Cholinergic enhancement of megakaryocytopoiesis and granulocytopoiesis in culture: mediation via T-lymphocytes.

Addition of carbamylcholine, a cholinergic analogue, to bone marrow cultures enhanced megakaryocytic and granulocytic growth by 60% and 42%, respectively. When carbamylcholine was added to spleen cells cultured in the presence of pokeweed mitogen, the resulting conditioned medium (PWM-SCM) increased the number of megakaryocytic and granulocytic colonies to 159% +/- 6% and 146% +/- 10%, respectively, compared to control cultures stimulated by PWM-SCM alone. To determine if this cholinergic augmentation of colony formation was direct or mediated via accessory marrow cells, cyclosporin A (CyA), a potent T-lymphocyte function inhibitor known to suppress the production of colony-stimulating activity (CSA) by spleen cell cultures, was added to marrow cultures. CyA (3 micrograms/ml) abrogated the enhancement of megakaryocytic and granulocyte-macrophage colony growth but had no effect on colony formation when added alone.
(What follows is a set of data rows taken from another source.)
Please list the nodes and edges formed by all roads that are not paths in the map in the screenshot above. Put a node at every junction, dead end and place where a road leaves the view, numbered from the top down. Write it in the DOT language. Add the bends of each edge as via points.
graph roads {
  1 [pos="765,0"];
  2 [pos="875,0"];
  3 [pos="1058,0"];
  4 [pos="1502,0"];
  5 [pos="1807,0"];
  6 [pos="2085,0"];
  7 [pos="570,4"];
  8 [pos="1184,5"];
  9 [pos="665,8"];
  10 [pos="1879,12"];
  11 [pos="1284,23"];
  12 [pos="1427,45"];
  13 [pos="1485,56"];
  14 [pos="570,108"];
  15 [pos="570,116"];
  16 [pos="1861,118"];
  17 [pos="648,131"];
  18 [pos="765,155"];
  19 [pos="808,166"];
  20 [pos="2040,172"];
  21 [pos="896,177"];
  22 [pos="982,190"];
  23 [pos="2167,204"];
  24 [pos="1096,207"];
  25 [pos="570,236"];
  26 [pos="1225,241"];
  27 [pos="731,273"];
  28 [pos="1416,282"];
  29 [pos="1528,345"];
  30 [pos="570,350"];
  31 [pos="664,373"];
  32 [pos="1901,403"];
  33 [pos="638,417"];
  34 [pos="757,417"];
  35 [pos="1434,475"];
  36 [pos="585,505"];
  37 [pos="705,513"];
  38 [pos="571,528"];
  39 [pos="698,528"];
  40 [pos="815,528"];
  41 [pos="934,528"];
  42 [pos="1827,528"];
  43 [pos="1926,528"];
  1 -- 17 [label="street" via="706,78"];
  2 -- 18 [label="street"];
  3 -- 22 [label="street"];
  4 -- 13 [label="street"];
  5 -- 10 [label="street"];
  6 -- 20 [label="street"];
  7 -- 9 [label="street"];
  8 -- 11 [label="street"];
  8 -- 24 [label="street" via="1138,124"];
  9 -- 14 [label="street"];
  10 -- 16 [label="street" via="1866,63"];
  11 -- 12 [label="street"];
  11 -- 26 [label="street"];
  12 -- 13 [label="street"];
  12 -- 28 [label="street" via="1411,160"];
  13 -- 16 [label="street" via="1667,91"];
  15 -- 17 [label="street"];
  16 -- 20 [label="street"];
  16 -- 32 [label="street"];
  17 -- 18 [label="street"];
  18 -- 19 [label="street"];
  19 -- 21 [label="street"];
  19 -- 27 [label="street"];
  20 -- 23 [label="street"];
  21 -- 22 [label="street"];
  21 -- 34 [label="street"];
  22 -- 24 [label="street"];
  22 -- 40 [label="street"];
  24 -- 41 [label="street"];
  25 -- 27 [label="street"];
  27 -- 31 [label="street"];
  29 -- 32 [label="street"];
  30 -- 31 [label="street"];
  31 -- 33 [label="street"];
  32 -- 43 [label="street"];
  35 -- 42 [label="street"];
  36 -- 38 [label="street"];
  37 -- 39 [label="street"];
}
To confirm the role of T-lymphocytes in the augmented proliferation of megakaryocytopoiesis and granulocytopoiesis, bone marrow cells from T-lymphocyte-deficient nude mice were cultured in the presence of carbamylcholine. No significant change was observed in the number of megakaryocyte colony-forming units (CFU-M) and committed granulocyte-macrophage colony-forming units (CFU-C) derived from the marrow of nude mice when cultured in the presence of carbamylcholine. The data suggest that carbamylcholine-induced enhancement of megakaryocytopoiesis and granulocytopoiesis in culture is indirect, requiring a T-lymphocyte population.